2026-05-06

Wired a cron-driven roster ingest on caissaresearch.com, the chess analytics product I run. The setup was a players_seed.yaml with curated entries plus an apply_roster_v0(conn) function that overlays per-handle config (auto_ingest_enabled = 1, auto_ingest_max_per_day = 5) for the 10 canonical handles, five players times two platforms. The seed runs on every Railway container start via scripts/run_pending_migrations.py. Idempotent on already-applied state.

The first live tick exposed the gap. 7 of 10 handles fetched cleanly. Three of the lichess handles 404’d on /api/games/user/. Manual check confirmed four of the five streamer lichess accounts return 404 on the games endpoint. The accounts exist as profiles; they have zero public games. There’s nothing for the cron to pull.

Trim the canonical list from 10 to 7. The four dead lichess handles get dropped. Re-run the seed.

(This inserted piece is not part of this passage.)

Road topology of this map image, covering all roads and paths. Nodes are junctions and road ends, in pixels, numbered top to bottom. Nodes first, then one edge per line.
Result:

The seed was a no-op on the dropped handles. They stayed auto_ingest_enabled = 1 from the original apply, because removing an entry from the canonical list is structurally invisible to a function that only writes when an entry exists. The cron kept hitting them every hour.

The fix was to make the apply step authoritative on both directions. After upserting the canonical handles, scan every handle owned by a roster player; any handle not in the canonical list gets auto_ingest_enabled = 0. Scope the disable to roster players only, so unrelated handles owned by non-roster players (admin sync, mining candidates) aren’t touched.

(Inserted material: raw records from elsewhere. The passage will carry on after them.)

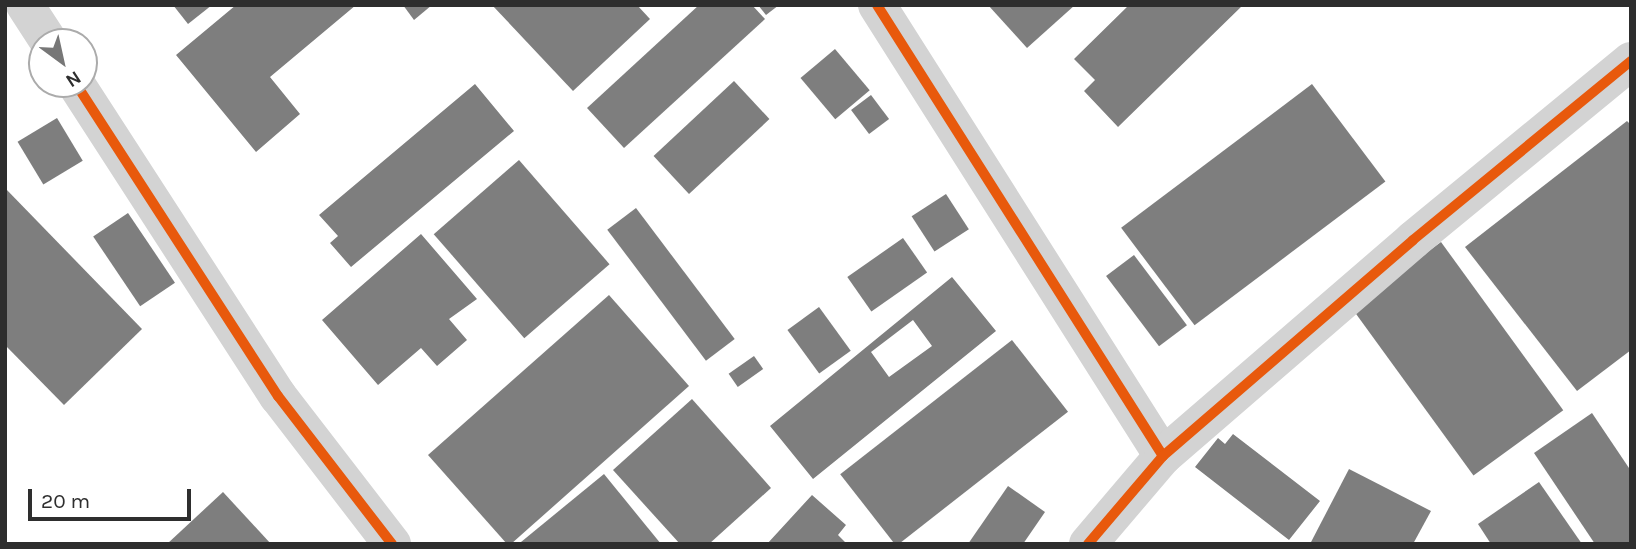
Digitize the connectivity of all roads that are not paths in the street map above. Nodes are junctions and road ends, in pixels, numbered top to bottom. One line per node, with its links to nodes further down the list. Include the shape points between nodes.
1 (25, 5): 3 (street)
2 (877, 5): 6 (street)
3 (40, 28)
4 (1631, 61): 6 (street, via 1413,240)
5 (85, 98): 7 (street, via 278,396)
6 (1163, 456): 8 (street)
7 (392, 544)
8 (1088, 544)

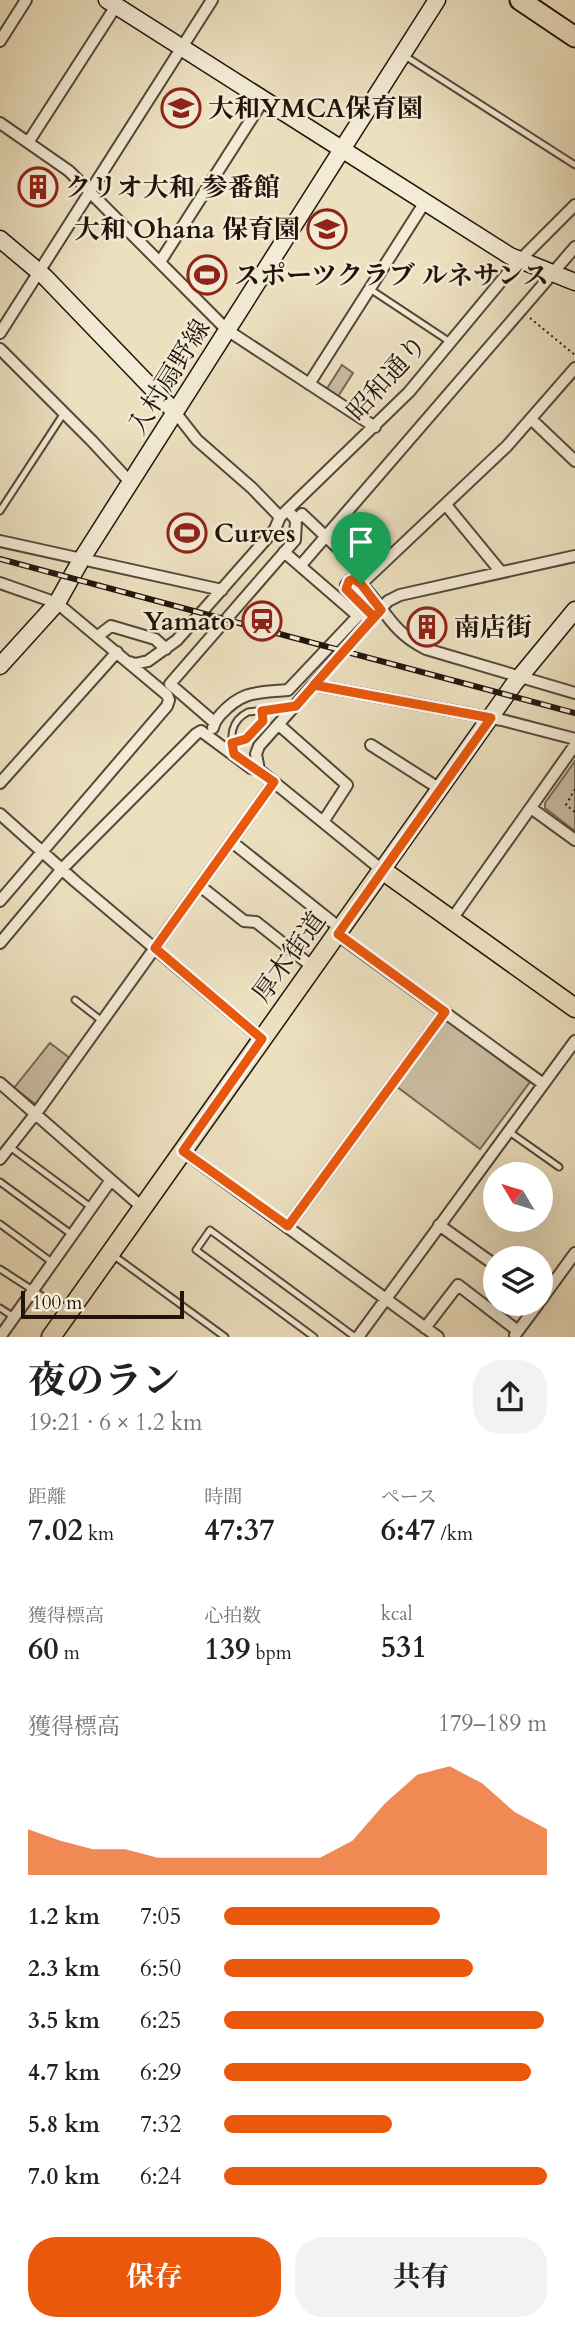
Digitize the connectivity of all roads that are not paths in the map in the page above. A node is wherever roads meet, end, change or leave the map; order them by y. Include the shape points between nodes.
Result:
1 (26, 0) edge
2 (212, 0) edge
3 (437, 0) edge
4 (520, 0) edge
5 (111, 3) edge
6 (575, 37) edge
7 (0, 41) edge
8 (182, 48) junction
9 (402, 54) junction
10 (264, 99) junction
11 (0, 123) edge
12 (29, 141) junction
13 (342, 150) junction
14 (575, 165) edge
15 (91, 191) junction
16 (425, 202) junction
17 (575, 205) edge
18 (0, 239) edge
19 (575, 247) edge
20 (519, 261) junction
21 (160, 262) junction
22 (557, 268) dead end
23 (39, 272) junction
24 (547, 279) dead end
25 (575, 282) edge
26 (370, 289) junction
27 (227, 330) junction
28 (0, 334) edge
29 (450, 342) junction
30 (0, 349) edge
31 (575, 368) edge
32 (309, 384) junction
33 (175, 412) junction
34 (64, 413) junction
35 (531, 419) junction
36 (375, 427) junction
37 (575, 461) edge
38 (131, 483) junction
39 (446, 505) junction
40 (0, 511) edge
41 (289, 517) junction
42 (327, 537) junction
43 (0, 541) edge
44 (284, 552) junction
45 (575, 556) edge
46 (81, 560) junction
47 (301, 565) junction
48 (501, 572) junction
49 (363, 578) junction
50 (0, 583) edge
51 (222, 590) junction
52 (57, 603) junction
53 (575, 610) edge
54 (212, 612) dead end
55 (369, 614) junction
56 (229, 615) junction
57 (98, 636) junction
58 (166, 649) junction
59 (117, 652) junction
60 (129, 662) junction
61 (0, 666) edge
62 (518, 678) junction
63 (314, 685) junction
64 (575, 693) edge
65 (296, 706) junction
66 (262, 711) junction
67 (491, 718) junction
68 (279, 725) junction
69 (575, 738) edge
70 (371, 745) dead end
71 (575, 745) edge
72 (233, 749) junction
73 (259, 771) junction
74 (274, 782) junction
75 (0, 783) edge
76 (440, 789) junction
77 (531, 808) junction
78 (0, 814) edge
79 (323, 822) junction
80 (575, 840) edge
81 (232, 842) junction
82 (42, 852) junction
83 (62, 869) junction
84 (382, 870) junction
85 (200, 886) junction
86 (0, 901) edge
87 (452, 919) junction
88 (339, 932) junction
89 (0, 943) edge
90 (155, 948) junction
91 (314, 968) junction
92 (75, 1000) dead end
93 (575, 1008) edge
94 (445, 1012) junction
95 (102, 1021) junction
96 (262, 1039) junction
97 (575, 1041) edge
98 (0, 1083) edge
99 (542, 1083) junction
100 (36, 1114) junction
101 (508, 1131) junction
102 (10, 1147) junction
103 (183, 1151) junction
104 (0, 1159) edge
105 (559, 1167) dead end
106 (111, 1180) junction
107 (0, 1182) edge
108 (92, 1208) junction
109 (143, 1208) junction
110 (0, 1224) edge
111 (439, 1225) junction
112 (288, 1226) junction
113 (72, 1235) junction
114 (111, 1253) junction
115 (575, 1253) edge
116 (483, 1256) edge
117 (53, 1263) junction
118 (0, 1269) edge
119 (553, 1283) edge
120 (33, 1290) junction
121 (386, 1299) junction
122 (0, 1308) edge
123 (68, 1313) junction
124 (529, 1316) edge
125 (14, 1317) junction
126 (425, 1328) junction
127 (516, 1334) edge
128 (0, 1337) edge
129 (51, 1337) edge
130 (225, 1337) edge
131 (314, 1337) edge
132 (356, 1337) edge
133 (438, 1337) edge

1 - 7 street
2 - 8 street
3 - 9 street, 入村扇野線
4 - 6 highway
5 - 8 street
5 - 12 street
8 - 10 street
8 - 15 street
9 - 13 street, 入村扇野線
9 - 14 lane
10 - 13 street
10 - 21 street
11 - 12 street
12 - 15 street
13 - 16 street
13 - 27 street, 入村扇野線
15 - 21 street
15 - 23 street
16 - 20 street
16 - 26 street
17 - 20 street, 昭和通り
18 - 23 street
19 - 22 street
20 - 25 street
20 - 29 street, 昭和通り
21 - 27 street
23 - 28 street
23 - 33 street
24 - 42 street
26 - 29 lane
26 - 32 street
27 - 32 street
27 - 33 street, 入村扇野線
29 - 36 street, 昭和通り
30 - 34 street
31 - 35 street
32 - 36 street
33 - 38 street, 入村扇野線
33 - 41 street via 197,440
34 - 38 street
34 - 40 lane
35 - 37 street
35 - 39 street
36 - 41 street, 昭和通り
38 - 46 street, 入村扇野線
39 - 48 street
39 - 49 street
41 - 42 street via 302,514
41 - 44 street via 295,540
41 - 51 street
42 - 47 street
42 - 49 street
43 - 46 street
44 - 47 street
44 - 56 street
45 - 48 street
46 - 51 street
46 - 52 street, 入村扇野線
47 - 55 street
48 - 55 street via 400,595
49 - 55 street
49 - 55 street via 349,581 346,589
50 - 52 street
51 - 58 street
52 - 57 street
52 - 61 street, 入村扇野線
53 - 62 street
54 - 56 street
55 - 56 street via 288,690 245,694 213,726 170,684
55 - 62 street via 426,649
55 - 63 street
57 - 58 street via 111,626 155,639
57 - 59 street
58 - 60 street via 148,661
59 - 60 street
59 - 75 street
60 - 82 street via 167,695 167,706
62 - 64 street
62 - 67 street
63 - 65 street
63 - 67 street
65 - 66 lane
65 - 68 street
66 - 72 lane via 263,721
66 - 72 lane via 248,712 237,720 231,734
67 - 69 street
67 - 76 street
68 - 73 street via 257,750
68 - 79 street via 347,785
70 - 76 street
71 - 77 street
72 - 73 street
72 - 83 street via 198,733
73 - 74 street
74 - 79 street
74 - 81 street
76 - 84 street
77 - 80 street
77 - 87 street
78 - 82 street
79 - 84 street
81 - 85 street
81 - 88 street
82 - 83 street
82 - 86 street
83 - 89 street
83 - 90 street
84 - 87 main road
84 - 88 main road, 厚木街道
85 - 90 street
85 - 91 street
87 - 93 main road
88 - 91 main road, 厚木街道
88 - 94 street
90 - 95 street
90 - 96 street
91 - 96 main road, 厚木街道
92 - 95 lane
94 - 99 street
94 - 112 street
95 - 100 street
96 - 103 main road, 厚木街道
97 - 99 street
98 - 100 street
99 - 101 street
100 - 102 street
100 - 106 street
101 - 105 lane
101 - 111 street
102 - 104 street
102 - 108 lane
103 - 109 main road, 厚木街道
103 - 112 street
106 - 108 street
106 - 109 street
107 - 113 lane
108 - 113 street
109 - 114 main road, 厚木街道
110 - 117 lane
111 - 116 street
111 - 121 street
112 - 121 street
113 - 117 street
114 - 123 main road, 厚木街道
114 - 130 lane
115 - 119 street
117 - 120 street
118 - 120 lane
120 - 123 lane
120 - 125 street
121 - 126 street
121 - 132 street
122 - 125 lane
123 - 129 main road, 厚木街道
124 - 127 street
125 - 128 street
126 - 127 street via 458,1285
126 - 133 street
131 - 132 lane via 196,1250 210,1230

This pattern shows up anywhere a config file or a list constant is called “the source of truth for X.” The seed enables. The source of truth changes, an entry gets dropped, and the change is invisible to the seed because the seed only acts on rows that still exist in the file. The result is zombie config: handles, flags, schedules that haven’t been in the source of truth for weeks but are still running because nothing told them to stop.

A seed whose contract reads “source of truth for X” has to be authoritative on removal, not just installation. Otherwise its real contract is “source of truth for X-additions,” and the two diverge the first time you delete an entry — which is also the first time a seed is meant to be useful. Drift accumulates one dropped entry at a time, invisible until one of them actively breaks something downstream.